I dragged the smiley instead of clicking. I should have thought about it a minute, before I did it.

As for the feds taking, I saw that there is something in the bill that essentially counts the rebate as income on NEXT YEAR’S tax.
I have been unable to get the text, so I can’t verify for sure, but as usual you are on to something.

Take care and keep the comments coming.

Well I hope all the people out there are happy with their check, Me I won’t be getting one in May 2008, I’m disabled and I get SSI and since I get SSI(And only an SSI check), The IRS said If You get only SSI You will not get a check and SSA said they do not send out proof of income, So no rebate of $300 or $600 or anything for those like Me(Estimated to be 3 million people on SSI across the USA I’ve heard), Does It suck to be forgotten or left out on a fixed income? Yes It does, Does Congress care, I doubt It, AARP sure knew how to help the disabled, As they only looked at people who had SSDI and SSA Retirement, Anyone else got SCREWED!!!!!!:evil::evil:

Mr. Bobier,

I had thought people on SSI were covered, so your comment comes as a shock, but then that bill is full of shockers. Did you know that even those who do get rebates.will have to declare them on next year’s taxes, so what one hand gives, the other takes away?

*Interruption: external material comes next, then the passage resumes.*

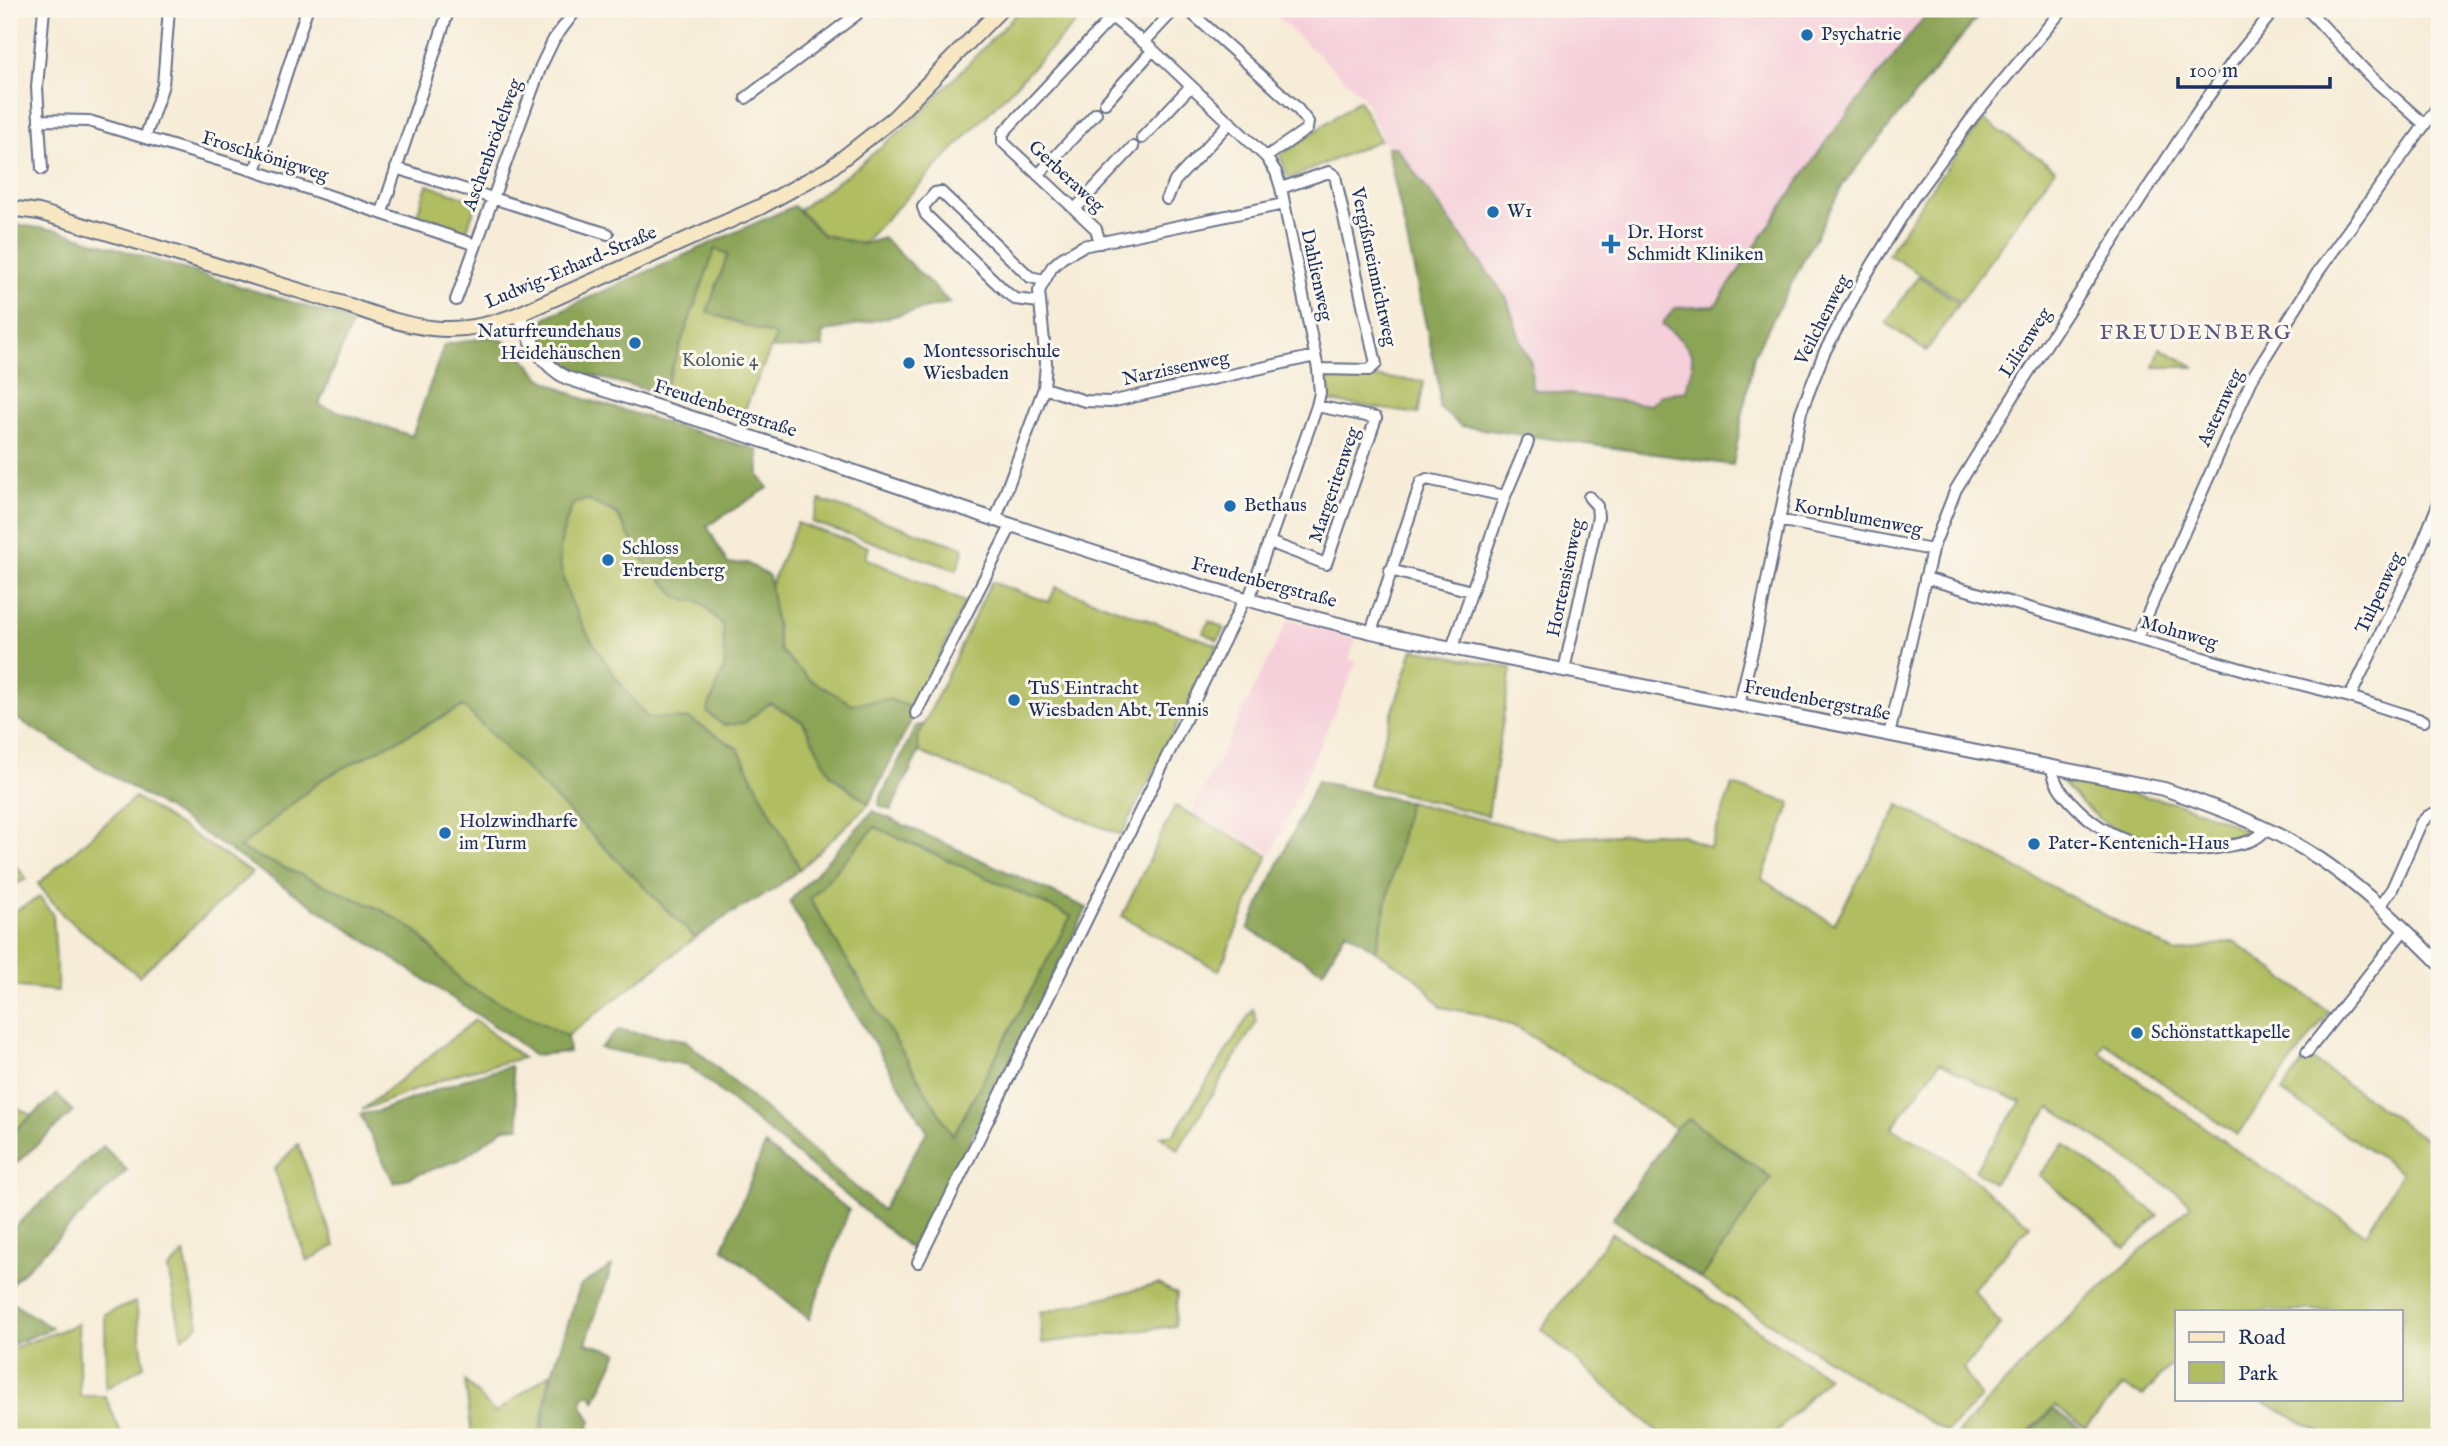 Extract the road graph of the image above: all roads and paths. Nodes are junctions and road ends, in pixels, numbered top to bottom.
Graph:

But people like you never got even that. It’s yet another in a long list of examples I have written about over the years of the fact that our leaders have lost sight of the ideal of the level playing field. While it was never perfect, at least people like FDR, Truman, Woodrow Wilson spoke about it and tried to implement policies based on it.

Although, as I wrote I am on disability, it would be absurd for me to say I understand, but I hope you will accept my concern and my hope that things will get better.

Please feel free to visit the site and continue to comment. It is testimony like yours that keeps me going in this sometimes draining fight for equity and justice.